I suffer from an eating disorder (which averages at around 900 calories of intake, and excessive exercise a day,) and have been losing one pound nearly every day recently (since I have been struggling more with reaching 900 calories.) My question is what am I actually losing? I am definitely not exercising enough to be burning 3500 calories (one pound of fat,) a day, so what in my body am I losing in these pounds at such a high rate?
It's most likely just water weight, which can fluctuate easily. That's why weight loss can be deceptive at times. I'd definitely seek help though, and if you're young, eating so little can do permanent damage to your development. I didn't have a diagnosed eating disorder, but I use to engage in similar behavior as a teenager - where I'd reduce the amount I'd consume to under 1000 calories. It just made me miserable, moody, fatigued, and starving.
I have been doing this for around a month or two (before I was able to keep it at 1200,) could I still be losing water weight now? Anyways, I am receiving help, just curious what I could be losing at this point.

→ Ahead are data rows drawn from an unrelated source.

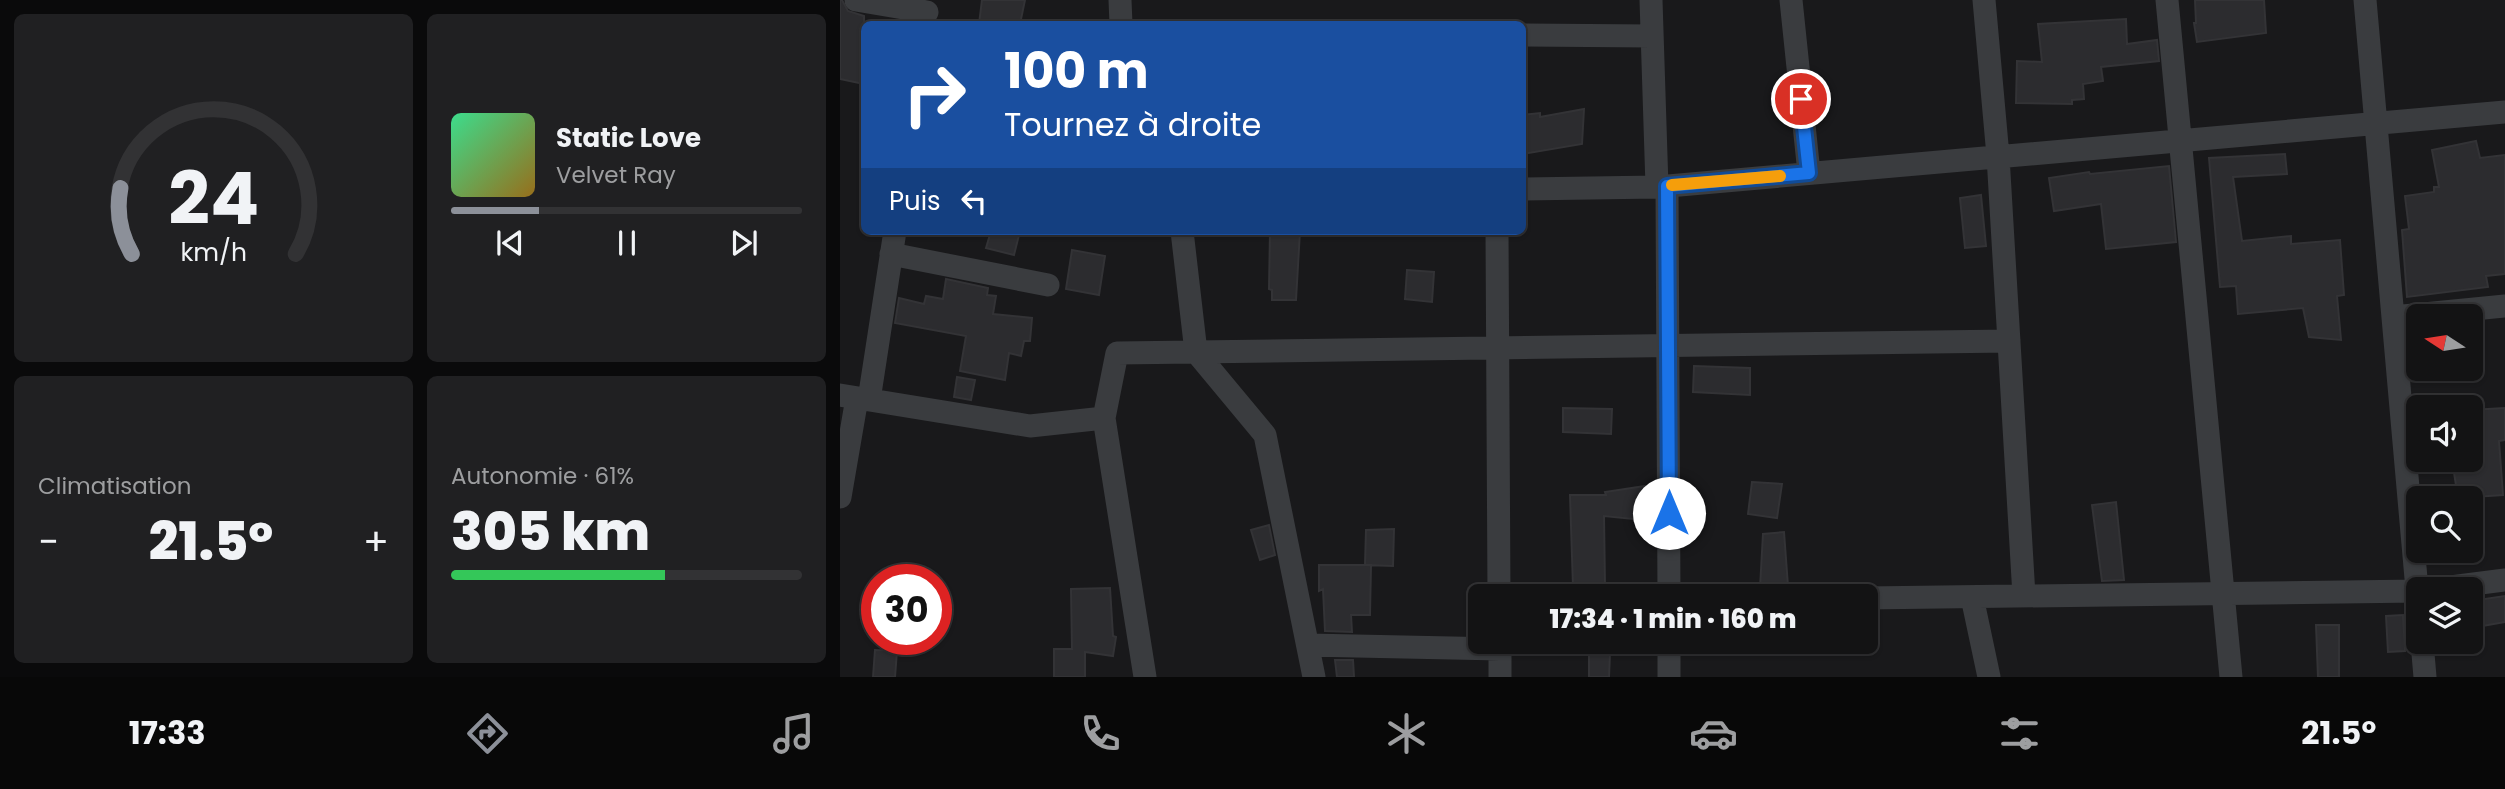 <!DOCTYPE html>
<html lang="fr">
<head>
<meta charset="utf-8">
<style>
  body { margin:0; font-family:Poppins,sans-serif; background:#202022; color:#f1f3f6; height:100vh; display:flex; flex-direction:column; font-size:26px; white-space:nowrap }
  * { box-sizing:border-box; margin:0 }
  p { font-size:23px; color:#9d9ea0 }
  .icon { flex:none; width:38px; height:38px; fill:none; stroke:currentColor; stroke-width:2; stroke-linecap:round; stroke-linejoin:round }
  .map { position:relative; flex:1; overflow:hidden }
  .drawer { display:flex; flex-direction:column; gap:14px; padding:14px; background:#0a0a0b; width:840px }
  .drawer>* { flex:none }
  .banner { position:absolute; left:21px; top:21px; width:665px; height:214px; border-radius:10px; box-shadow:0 2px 5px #0004,0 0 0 2px #323234; background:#1a4fa0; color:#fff; overflow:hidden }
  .needle { width:46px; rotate:282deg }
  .fabs { position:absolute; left:1566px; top:304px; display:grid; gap:14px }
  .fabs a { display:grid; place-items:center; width:77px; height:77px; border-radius:10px; background:#131314; box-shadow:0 2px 5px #0004,0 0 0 2px #323234; font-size:35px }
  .speed { position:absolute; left:21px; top:564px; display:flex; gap:14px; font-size:35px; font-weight:700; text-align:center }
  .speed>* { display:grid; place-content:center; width:91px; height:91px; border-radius:50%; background:#131314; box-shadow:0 2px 5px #0004,0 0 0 2px #323234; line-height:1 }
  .speed .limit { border:10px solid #d22; background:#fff; color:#111 }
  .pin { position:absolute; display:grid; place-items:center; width:60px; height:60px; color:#fff; margin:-30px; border:4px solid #fff; border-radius:50%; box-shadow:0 2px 7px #0007 }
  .me { position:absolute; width:77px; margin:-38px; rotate:0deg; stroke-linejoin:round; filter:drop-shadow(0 0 5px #0008) }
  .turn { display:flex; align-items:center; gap:24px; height:147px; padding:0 28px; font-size:32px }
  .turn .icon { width:91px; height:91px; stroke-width:2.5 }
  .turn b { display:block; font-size:49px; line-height:60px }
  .then { display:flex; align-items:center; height:66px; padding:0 28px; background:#0003; gap:14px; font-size:26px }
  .big { font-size:52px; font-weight:800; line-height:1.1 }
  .drawer .widget { flex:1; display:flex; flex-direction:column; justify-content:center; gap:10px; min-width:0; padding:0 24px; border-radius:10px; background:#202022 }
  .drawer .dial { align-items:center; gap:0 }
  .dial svg { height:182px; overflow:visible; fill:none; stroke:#323234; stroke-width:7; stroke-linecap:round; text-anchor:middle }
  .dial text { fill:#f1f3f6; stroke:none }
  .song { display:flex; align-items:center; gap:21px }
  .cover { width:84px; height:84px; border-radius:10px; background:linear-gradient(135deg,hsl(150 70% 55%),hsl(40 70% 35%)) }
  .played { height:7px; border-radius:4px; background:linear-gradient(90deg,#8c9099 25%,#323234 25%) }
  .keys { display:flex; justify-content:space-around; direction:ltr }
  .heat { display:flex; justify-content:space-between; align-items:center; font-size:38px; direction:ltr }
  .charge { height:10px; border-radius:5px; background:linear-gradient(90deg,#34c759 61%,#323234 0) }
  .drawer .tiles { flex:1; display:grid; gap:14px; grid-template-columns:repeat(2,1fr) }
  .trip { position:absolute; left:628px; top:584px; width:410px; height:70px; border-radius:10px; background:#131314; box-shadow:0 2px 5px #0004,0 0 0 2px #323234; font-weight:800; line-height:70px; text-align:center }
  .menu { display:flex; height:112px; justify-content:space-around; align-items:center; background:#080808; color:#9d9ea0 }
  .menu .icon { width:49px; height:49px }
  .menu .on { color:#8c9099 }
  .menu b { font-size:32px; color:#f1f3f6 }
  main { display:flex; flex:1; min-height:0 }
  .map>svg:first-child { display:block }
  .building { fill:#2c2c2f; stroke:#333336; stroke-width:2 }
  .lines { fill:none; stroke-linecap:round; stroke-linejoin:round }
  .minor { stroke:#3a3c3f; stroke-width:23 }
  .route-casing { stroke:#114b97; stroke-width:18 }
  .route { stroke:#1a73e8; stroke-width:12 }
  .slow { stroke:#f59e0b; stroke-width:12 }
</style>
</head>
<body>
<main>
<section class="drawer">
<div class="tiles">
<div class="widget dial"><svg viewBox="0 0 100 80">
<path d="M14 69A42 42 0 1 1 86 69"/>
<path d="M14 69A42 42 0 0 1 9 40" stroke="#8c9099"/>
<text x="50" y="56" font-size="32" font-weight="700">24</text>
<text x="50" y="72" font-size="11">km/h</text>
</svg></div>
<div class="widget">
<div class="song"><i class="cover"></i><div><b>Static Love</b><p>Velvet Ray</p></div></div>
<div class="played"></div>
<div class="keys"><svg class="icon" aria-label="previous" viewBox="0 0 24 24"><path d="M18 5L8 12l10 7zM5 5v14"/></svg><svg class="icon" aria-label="pause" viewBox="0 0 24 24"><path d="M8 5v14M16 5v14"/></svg><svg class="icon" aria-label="next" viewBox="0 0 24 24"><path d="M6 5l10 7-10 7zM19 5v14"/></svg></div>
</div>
<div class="widget"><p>Climatisation</p>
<div class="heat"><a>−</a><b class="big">21.5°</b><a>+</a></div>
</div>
<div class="widget"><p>Autonomie · 61%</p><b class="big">305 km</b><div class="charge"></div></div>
</div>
</section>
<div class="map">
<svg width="1665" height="677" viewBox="0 0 1665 677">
  <rect width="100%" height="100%" fill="#19191b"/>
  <path class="building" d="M0,0H2L8,11L24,16V84L0,79Z
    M142,0H185L180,24H139Z
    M1355,0H1424L1426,33L1357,42L1354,23H1356Z
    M1286,19L1287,44L1317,40L1319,61L1261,67L1263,81L1243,84L1244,99L1232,100V104L1176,103L1177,61L1202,62L1198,24Z
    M744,109L742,144L682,154V115L700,113V117Z
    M1636,141L1640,158L1665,155V274L1646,276L1648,287L1567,297L1562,230L1569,229L1565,196L1594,192V187H1599L1592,150Z
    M1445,154L1447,174L1393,177L1402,241L1451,236V244L1500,240L1504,295L1497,296L1501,340L1469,337L1463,308L1398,314L1396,286L1380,287L1369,158Z
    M1329,166L1336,242L1266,249L1261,204L1214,211L1209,178L1249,172L1250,174Z
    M1141,195L1146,246L1125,248L1120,198Z
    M151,231H180L174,255L146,248Z
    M430,231H460L456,300H432V290L429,289Z
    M232,250L265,256L259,295L226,289Z
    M567,270L594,272L592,302L565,299Z
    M106,279L148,288L147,295L156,296L153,314L192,318L190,341H184L181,356L169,353L165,380L120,371L126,336L55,323L59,298L84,304L86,296L103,299Z
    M854,366L910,368V395L853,392Z
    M117,377L135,380L131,400L114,397Z
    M723,408L772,409L771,434L723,432Z
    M1665,408V440L1659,441L1663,495L1618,498L1612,460H1631V410Z
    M912,482L942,484L937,518L908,514Z
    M805,486L803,520L764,516L765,587H733L730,495H766L765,492Z
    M1276,502L1284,580L1262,581L1252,505Z
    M429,525L435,555L420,560L411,530Z
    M554,529L553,566L525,565L526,530Z
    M944,532L948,586L920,588L923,534Z
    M479,565H531L530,615H511L512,632L485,631L483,589L479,591Z
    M270,588L273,636L276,637L273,656L245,652V677H214V649H232L231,589Z
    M1665,596V622L1631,628V601Z
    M1563,615L1565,651L1548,652L1546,616Z
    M1476,625H1499V677H1478Z
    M35,650L57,651L55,677H33Z
    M749,653H770L769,677H749Z
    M495,660H513L514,677H497Z"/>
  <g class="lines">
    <path class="minor" d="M16,0L87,12
      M280,0L281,24
      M811,0L817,187
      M951,0L969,173
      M1144,0L1158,156L1184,596
      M1327,0L1391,677
      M1525,0L1578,601
      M682,35L812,36
      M827,186L829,597
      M682,189L817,187L1665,112
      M342,231L356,352L425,435L474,677
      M657,231L659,597
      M51,254L208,285
      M1553,317L1665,306
      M0,395L190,426L264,418L277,353L1169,341
      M29,400L55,231
      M264,418L305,677
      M0,497L17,398
      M1587,590L1665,580
      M1132,597L1149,677
      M1026,598L1578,591
      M660,642V677
      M829,642V677
      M1582,642L1585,677
      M468,645L660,649"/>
  </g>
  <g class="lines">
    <g class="route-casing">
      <path id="route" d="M829,513L827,186L969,173L961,99"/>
    </g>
    <use href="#route" class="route"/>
    <path class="slow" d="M832,185L940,176"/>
  </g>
</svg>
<div class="fabs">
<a><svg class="needle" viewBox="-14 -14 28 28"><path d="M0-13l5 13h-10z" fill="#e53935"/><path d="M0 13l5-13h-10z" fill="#9d9ea0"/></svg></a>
<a><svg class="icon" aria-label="sound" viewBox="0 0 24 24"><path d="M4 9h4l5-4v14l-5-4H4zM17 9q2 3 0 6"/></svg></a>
<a><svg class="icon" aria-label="search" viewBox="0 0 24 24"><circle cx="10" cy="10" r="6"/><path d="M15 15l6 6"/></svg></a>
<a><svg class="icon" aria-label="layers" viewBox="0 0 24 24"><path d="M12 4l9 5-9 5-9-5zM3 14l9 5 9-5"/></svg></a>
</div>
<div class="speed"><div class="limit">30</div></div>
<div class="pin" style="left:961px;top:99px;background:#d93025"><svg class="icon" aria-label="arrive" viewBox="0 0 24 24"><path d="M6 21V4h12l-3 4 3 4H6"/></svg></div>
<svg class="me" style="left:829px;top:513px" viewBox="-20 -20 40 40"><circle r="19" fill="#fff"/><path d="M0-13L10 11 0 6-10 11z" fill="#1a73e8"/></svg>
<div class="trip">17:34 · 1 min · 160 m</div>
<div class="banner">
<div class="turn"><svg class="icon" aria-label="right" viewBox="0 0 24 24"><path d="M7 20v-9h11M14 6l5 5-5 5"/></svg><div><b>100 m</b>Tournez à droite</div></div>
<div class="then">Puis<svg class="icon" aria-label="left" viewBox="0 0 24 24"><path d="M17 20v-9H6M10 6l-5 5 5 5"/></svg></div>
</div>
</div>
</main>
<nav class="menu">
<b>17:33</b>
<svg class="icon on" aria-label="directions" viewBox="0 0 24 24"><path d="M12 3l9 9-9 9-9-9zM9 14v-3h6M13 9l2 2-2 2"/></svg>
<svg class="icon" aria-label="music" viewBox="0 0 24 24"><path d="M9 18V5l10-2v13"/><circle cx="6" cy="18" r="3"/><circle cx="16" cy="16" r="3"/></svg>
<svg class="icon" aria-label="phone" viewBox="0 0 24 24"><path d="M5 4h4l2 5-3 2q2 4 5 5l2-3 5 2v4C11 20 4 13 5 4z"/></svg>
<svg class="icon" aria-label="climate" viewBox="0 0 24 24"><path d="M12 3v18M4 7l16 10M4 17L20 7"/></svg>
<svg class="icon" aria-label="car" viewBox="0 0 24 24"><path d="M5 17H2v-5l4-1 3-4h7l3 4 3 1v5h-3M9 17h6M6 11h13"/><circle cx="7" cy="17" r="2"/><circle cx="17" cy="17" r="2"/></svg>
<svg class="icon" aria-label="filters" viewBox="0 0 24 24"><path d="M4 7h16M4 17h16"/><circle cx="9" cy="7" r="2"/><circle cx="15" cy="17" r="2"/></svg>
<b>21.5°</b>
</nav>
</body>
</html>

I don't know anything for real myself but my mom's a personal trainer and at this point i think she's got some sort of disordered eating issue herself...after being overweight and losing the weight she needed, i think it just turned into an eating disorder of sorts for her. But this is supposed to be about you so anyways. If your body is starving and needs energy it can take it from water weight yes but if you're really losing a pound a day...hun first off that's dangerous. Lemme preface it with that - you can safely lose 2lbs a week i think it is and going under 1200 calories is like...its so dangerous that most calorie count sites i've been on refuse to give you a number below it. Your body needs a certain amount just to keep itself functioning and not do damage to itself, and that's like a ballpark average number but its in no way accurate for everyone its just a guideline. And there are actual height-weight-age-gender ranges out there to give you a guideline on what is a safe range for you with weight, I've used it myself cause i have weight insecurities just watching my mom...i mean if you aren't already working on that with a doctor. But anyways, as i was saying...it could be muscle mass your losing. Which is bad. Muscles...your heart's a muscle. I don't know the academic stuff like my mom does but i just know its really dangerous. Are you seeing a doctor or nutritionist about it? A psychologist?
You could be losing a bit of everything, but the body will burn muscle often, which isn't good. I have a severe chronic illness that caused by not to really eat at the end of last year, and I dropped down to 100 pounds at 6'1". I thought I'd be thrilled to weigh so little, but I just ended up with muscle loss, a sunken-in rear, and my legs still weren't as thin as I wished there were. It was also difficult for me to move around without feeling over-exerted, the area around my heart would hurt, and it would hurt to lie down in the bathtub. There's nothing wrong with being slim or a little underweight and healthy, but taken to an extreme will only harm yourself.
If you're not even eating 900 calories a day and exercising excessively, you could still easily be losing fat/muscle rapidly, even if the calorie in/calorie out equation doesn't seem to add up. Dependent on your metobolism, the mental or physical stress you're under and anything else you might be doing to your body to encourage rapid weight loss (like if you're using diet pills/laxatives,) it can be quite easy to lose a lot of weight in a short amount of time. Even if a certain amount of what you're losing is water weight, which could certainly be possible depending on how much salt and carbohydrate you're retaining, you're quite significantly undereating so continued weight loss is probably to be expected, especially if you've continually reduced the amount of calories you're taking in.